Ne rien changer à ses habitudes, c'est pourtant parfois impossible. Même si en Ile-de-France où le plan Vigipirate est toujours à son niveau maximal, les sorties scolaires sont à nouveau autorisées depuis le 26 janvier, certains établissements continuent de restreindre les mouvements. C'est le cas dans l'école de Léonie, la fille de Romain, le Parisien qui s'exprime plus haut. Du haut de ses trois ans, elle ne comprend évidemment pas le sens de la présence des militaires qu'elle croise tous les matins sur le chemin de l'école (privée) qu'elle fréquente dans le nord-est de la capitale.

Mais une fois sur place, Léonie est directement impactée par les décisions prises après les attentats. "Prenant en compte les recommandations qui ont été faites, la direction de l'établissement a suspendu les sorties quotidiennes que sa classe faisait au parc juste à côté. C'est impossible de savoir si c'est uniquement ça mais depuis quelques semaines elle est nettement plus excitée quand elle rentre le soir et pour aller au lit, c'est plus difficile", explique son papa.

Il est bien sûr impossible d'évoquer dans ce cas-là un syndrome post-traumatique.

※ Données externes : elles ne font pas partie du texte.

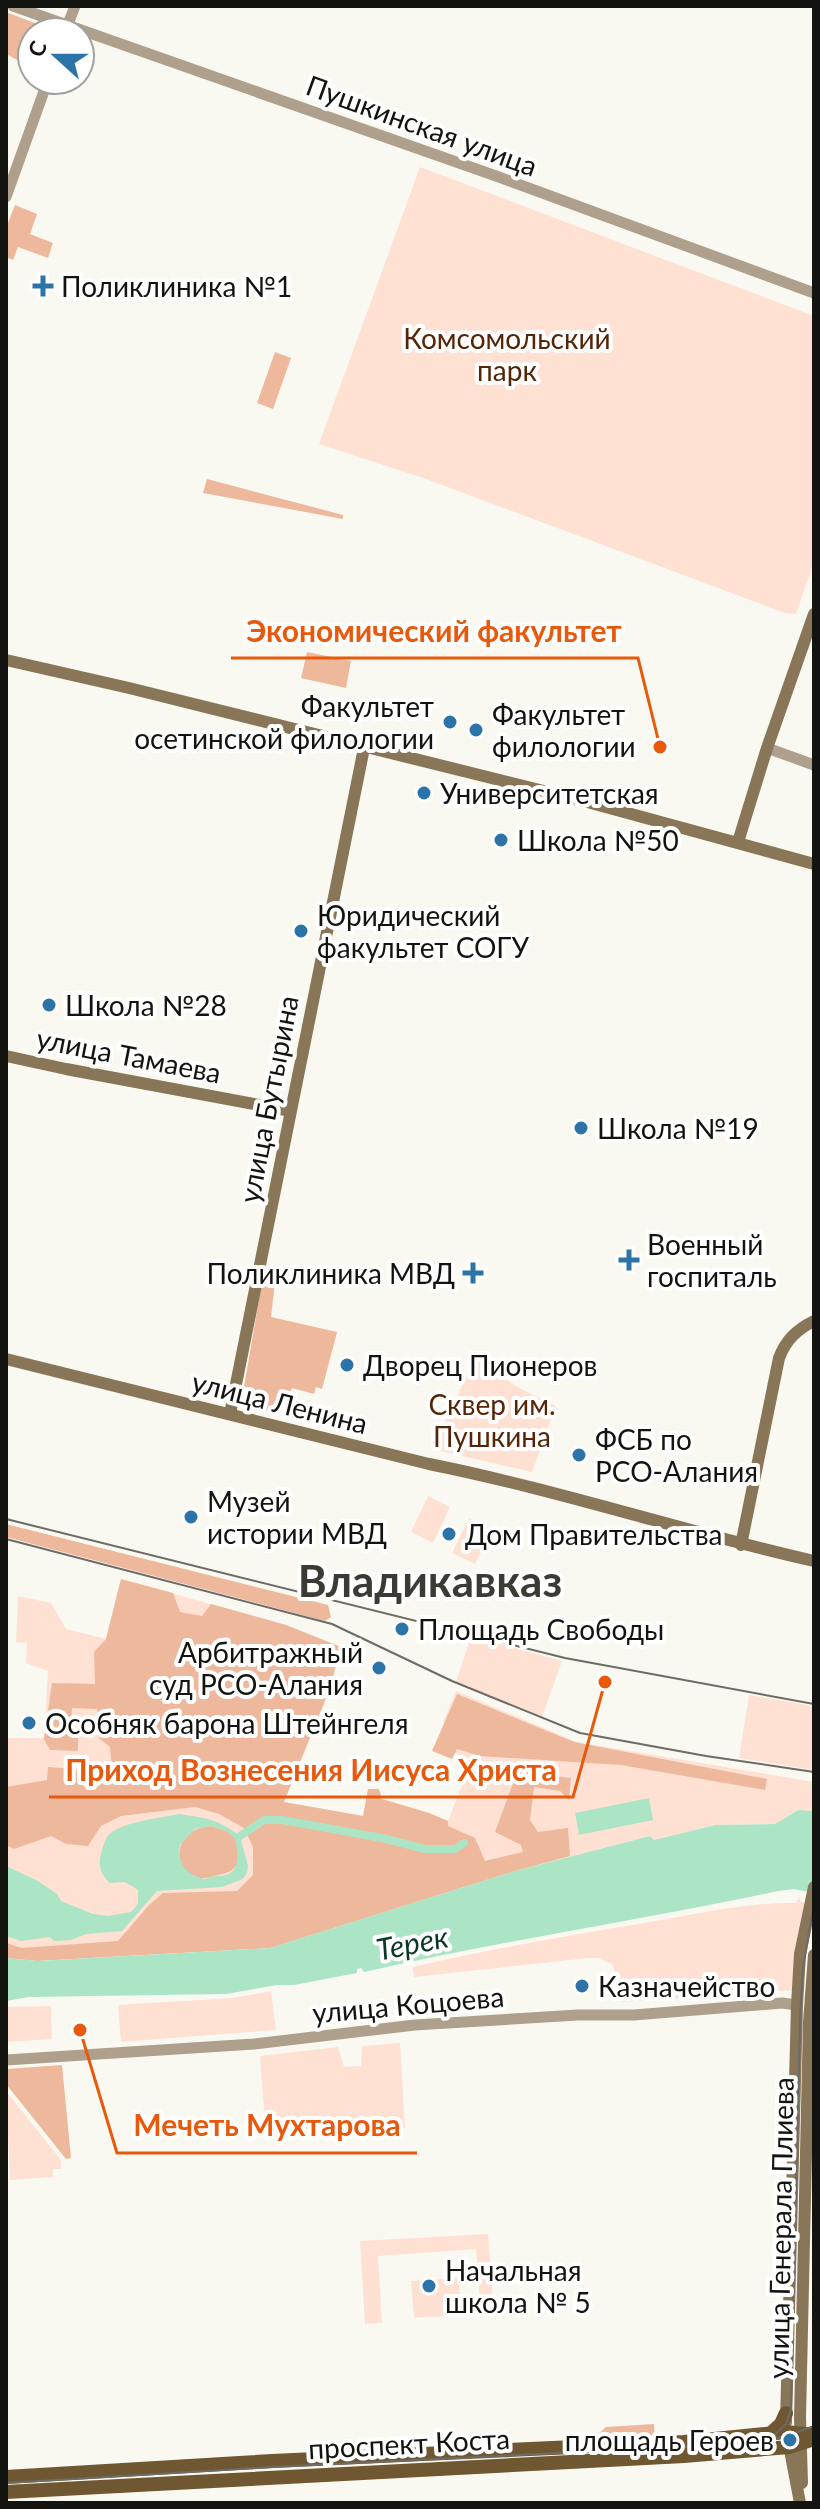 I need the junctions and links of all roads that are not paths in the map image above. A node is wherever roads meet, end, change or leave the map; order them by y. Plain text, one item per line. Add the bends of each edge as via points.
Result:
1 (13, 6) edge
2 (38, 16) edge
3 (96, 38) edge
4 (42, 96) edge
5 (6, 197) edge
6 (814, 293) edge
7 (814, 614) edge
8 (6, 660) edge
9 (364, 748) junction
10 (767, 748) junction
11 (814, 765) edge
12 (738, 842) junction
13 (814, 864) edge
14 (6, 1056) edge
15 (291, 1111) junction
16 (814, 1321) edge
17 (6, 1359) edge
18 (230, 1414) junction
19 (741, 1545) junction
20 (814, 1561) edge
21 (813, 1893) edge
22 (814, 1955) edge
23 (797, 2005) junction
24 (812, 2009) edge
25 (6, 2060) edge
26 (786, 2413) junction
27 (768, 2435) junction
28 (801, 2438) edge
29 (6, 2477) edge
30 (6, 2492) edge
31 (801, 2503) edge

1 - 2 street, Пушкинская улица
3 - 6 street, Пушкинская улица
4 - 5 street
7 - 10 main road
8 - 9 main road
9 - 12 main road
9 - 15 main road, улица Бутырина
10 - 11 street
10 - 12 main road
12 - 13 main road
14 - 15 main road, улица Тамаева
15 - 18 main road, улица Бутырина
16 - 19 main road via 796,1332 779,1358
17 - 18 main road, улица Ленина
18 - 19 main road, улица Ленина via 494,1477
19 - 20 main road, улица Ленина
21 - 23 main road, улица Генерала Плиева via 800,1954
22 - 24 main road, улица Генерала Плиева
23 - 24 main road, улица Коцоева
23 - 25 street, улица Коцоева via 415,2025 254,2044
23 - 26 main road, улица Генерала Плиева
24 - 28 main road, улица Генерала Плиева
26 - 27 main road
26 - 28 main road, улица Генерала Плиева
27 - 28 main road, проспект Коста
27 - 29 main road, проспект Коста
28 - 30 main road, проспект Коста via 669,2457
28 - 31 main road, улица Генерала Плиева
28 - 31 main road, улица Генерала Плиева via 792,2464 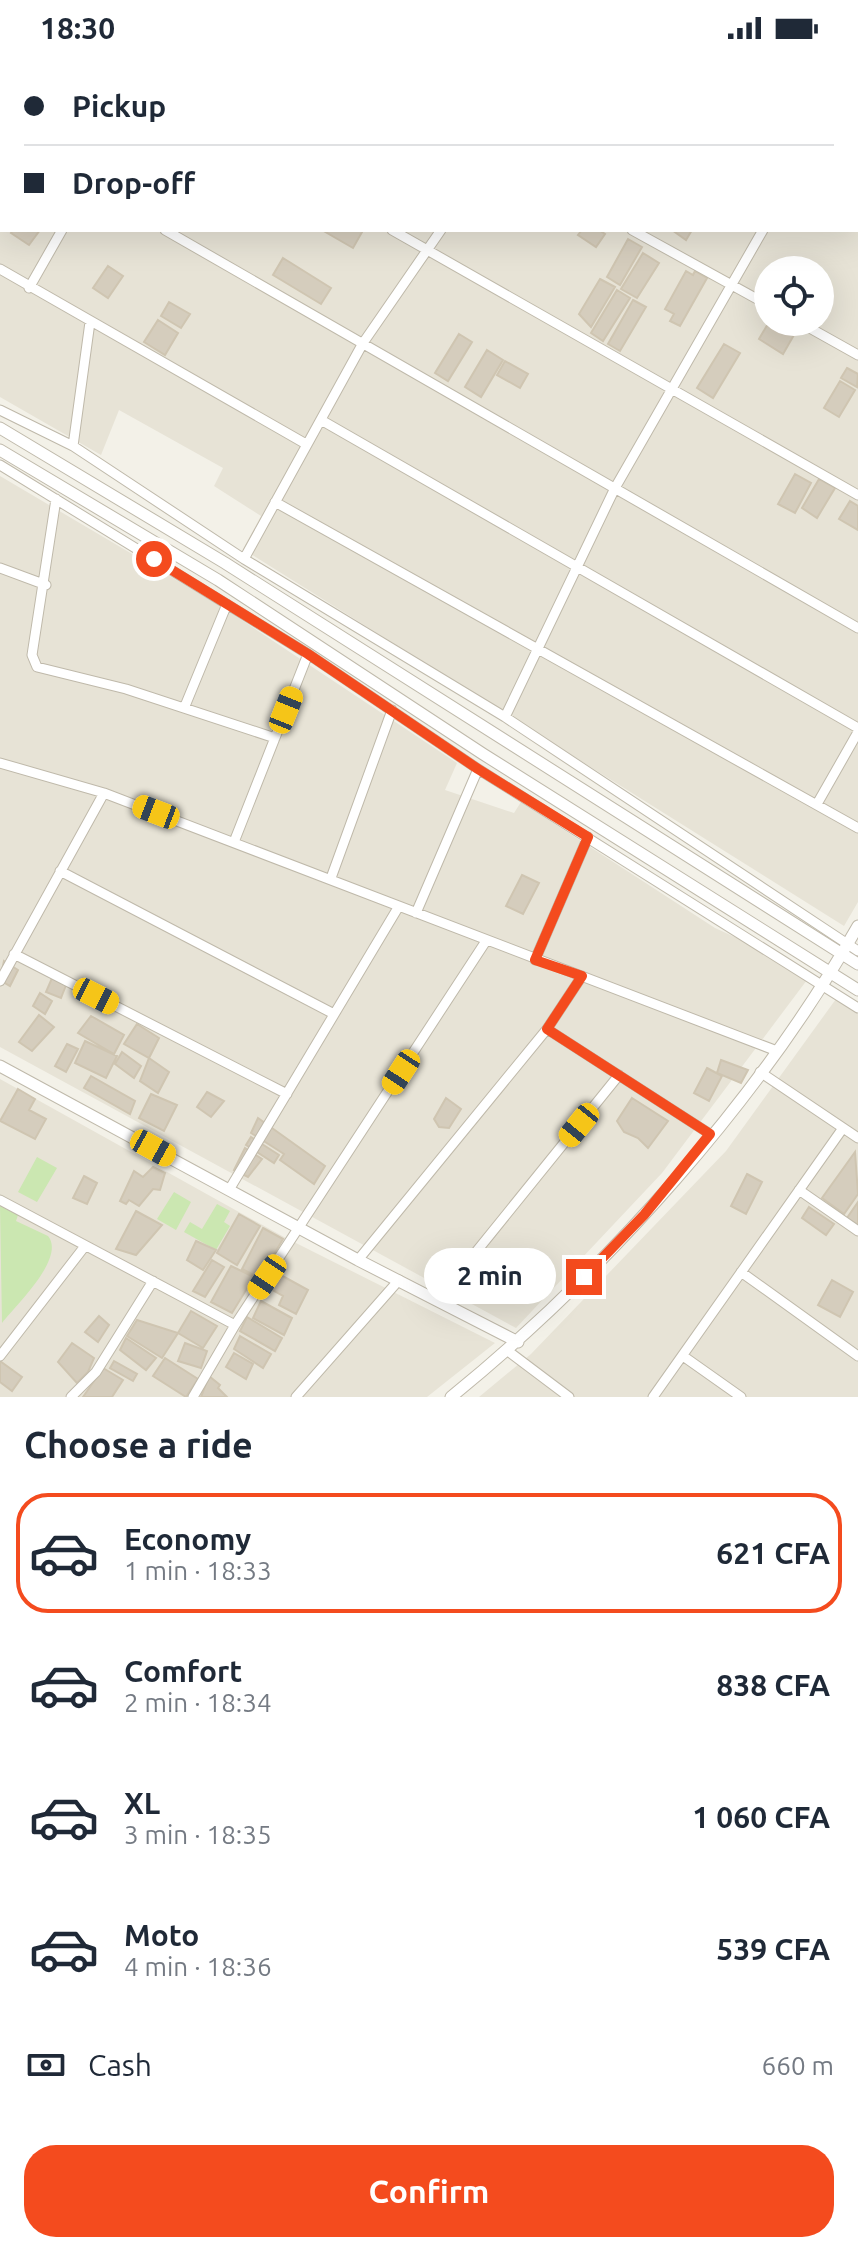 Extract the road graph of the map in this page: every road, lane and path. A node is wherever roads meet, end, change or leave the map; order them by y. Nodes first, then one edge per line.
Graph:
1 (61, 232) edge
2 (171, 232) edge
3 (396, 232) edge
4 (440, 232) edge
5 (636, 232) edge
6 (762, 232) edge
7 (429, 251) junction
8 (0, 269) edge
9 (731, 284) junction
10 (29, 288) junction
11 (754, 297) edge
12 (90, 322) junction
13 (824, 336) edge
14 (363, 343) junction
15 (858, 355) edge
16 (672, 389) junction
17 (0, 410) edge
18 (321, 420) junction
19 (0, 428) edge
20 (306, 444) junction
21 (73, 446) junction
22 (0, 450) edge
23 (0, 465) edge
24 (615, 488) junction
25 (858, 495) edge
26 (56, 499) junction
27 (275, 502) junction
28 (244, 559) junction
29 (0, 568) edge
30 (578, 569) junction
31 (46, 585) junction
32 (227, 604) junction
33 (858, 628) edge
34 (539, 650) junction
35 (308, 654) junction
36 (185, 706) junction
37 (392, 710) junction
38 (505, 717) junction
39 (858, 730) edge
40 (275, 738) junction
41 (0, 763) edge
42 (478, 769) junction
43 (104, 793) junction
44 (817, 804) junction
45 (858, 828) edge
46 (588, 837) junction
47 (234, 842) junction
48 (60, 871) junction
49 (331, 878) junction
50 (399, 906) junction
51 (416, 913) junction
52 (858, 926) edge
53 (486, 941) junction
54 (849, 950) edge
55 (14, 954) junction
56 (535, 960) junction
57 (858, 964) edge
58 (830, 974) junction
59 (582, 976) junction
60 (0, 981) edge
61 (822, 986) junction
62 (858, 990) edge
63 (858, 1008) edge
64 (334, 1014) junction
65 (547, 1029) junction
66 (777, 1051) junction
67 (0, 1066) edge
68 (760, 1072) junction
69 (619, 1075) junction
70 (287, 1094) junction
71 (843, 1128) junction
72 (710, 1134) junction
73 (858, 1138) edge
74 (229, 1190) junction
75 (799, 1190) junction
76 (0, 1200) edge
77 (299, 1229) junction
78 (858, 1231) edge
79 (85, 1246) junction
80 (358, 1260) junction
81 (741, 1272) junction
82 (399, 1280) junction
83 (153, 1281) junction
84 (438, 1299) junction
85 (235, 1325) junction
86 (518, 1342) junction
87 (2, 1350) edge
88 (508, 1351) junction
89 (683, 1356) junction
90 (858, 1356) edge
91 (71, 1397) edge
92 (193, 1397) edge
93 (296, 1397) edge
94 (451, 1397) edge
95 (569, 1397) edge
96 (653, 1397) edge
97 (741, 1397) edge

1 - 10 street
2 - 14 street
3 - 7 street
4 - 7 street
5 - 9 street
6 - 9 street
7 - 14 street
7 - 16 street
8 - 10 street
9 - 11 street
9 - 16 street
10 - 12 street
12 - 20 street
12 - 21 street
13 - 15 street
14 - 18 street
14 - 24 street
16 - 24 street
16 - 25 street
17 - 21 street
18 - 20 street
18 - 30 street
19 - 54 street
20 - 27 street
21 - 28 street
22 - 58 street
23 - 26 street
24 - 30 street
24 - 33 street
26 - 31 street
26 - 32 street
27 - 28 street
27 - 34 street
28 - 38 street
29 - 31 street
30 - 34 street
30 - 39 street
31 - 36 street
32 - 35 street
32 - 36 street
34 - 38 street
34 - 44 street
35 - 37 street
35 - 40 street
36 - 40 street
37 - 42 street
37 - 49 street
38 - 54 street
39 - 44 street
40 - 47 street
41 - 43 street
42 - 46 street
42 - 51 street
43 - 47 street
43 - 48 street
44 - 45 street
46 - 56 street
46 - 61 street
47 - 49 street
48 - 55 street
48 - 64 street
49 - 50 street
50 - 51 street
50 - 64 street
51 - 53 street
52 - 54 street
53 - 56 street
53 - 77 street
54 - 57 street
54 - 58 street
55 - 60 street
55 - 70 street
56 - 59 street
58 - 61 street
58 - 62 street
59 - 65 street
59 - 66 street
61 - 63 street
61 - 66 street
64 - 70 street
65 - 69 street
65 - 80 street
66 - 68 street
67 - 74 street
68 - 71 street
68 - 72 street
69 - 72 street
69 - 84 street
70 - 74 street
71 - 73 street
71 - 75 street
72 - 86 street
74 - 77 street
75 - 78 street
75 - 81 street
76 - 79 street
77 - 80 street
77 - 85 street
79 - 83 street
79 - 87 street
80 - 82 street
81 - 89 street
81 - 90 street
82 - 84 street
82 - 93 street
83 - 85 street
83 - 91 street
84 - 86 street
85 - 92 street
86 - 88 street
88 - 94 street
88 - 95 street
89 - 96 street
89 - 97 street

Insomnie, difficulté de se concentrer, perte d'appétit... Ces troubles dont les psychologues ont noté une augmentation depuis début janvier (sans que les ventes d’anxiolytiques progressent pour autant) peuvent subsister pendant plusieurs mois chez les victimes ou leurs proches. "Ces troubles sont en fait un mécanisme de protection adapté. Suivant les degrés de protection des gens -si on croit en Dieu, si on est marié, si on croit en la vie- ces symptômes s'estompent progressivement", déclare à Libération Agathe Lemoine, spécialiste de l'état de stress post-traumatique. "Cela peut durer de trois à six mois. Au-delà, il y a quelque chose d'inquiétant qui doit inciter à consulter", conclut Asma Guenifi.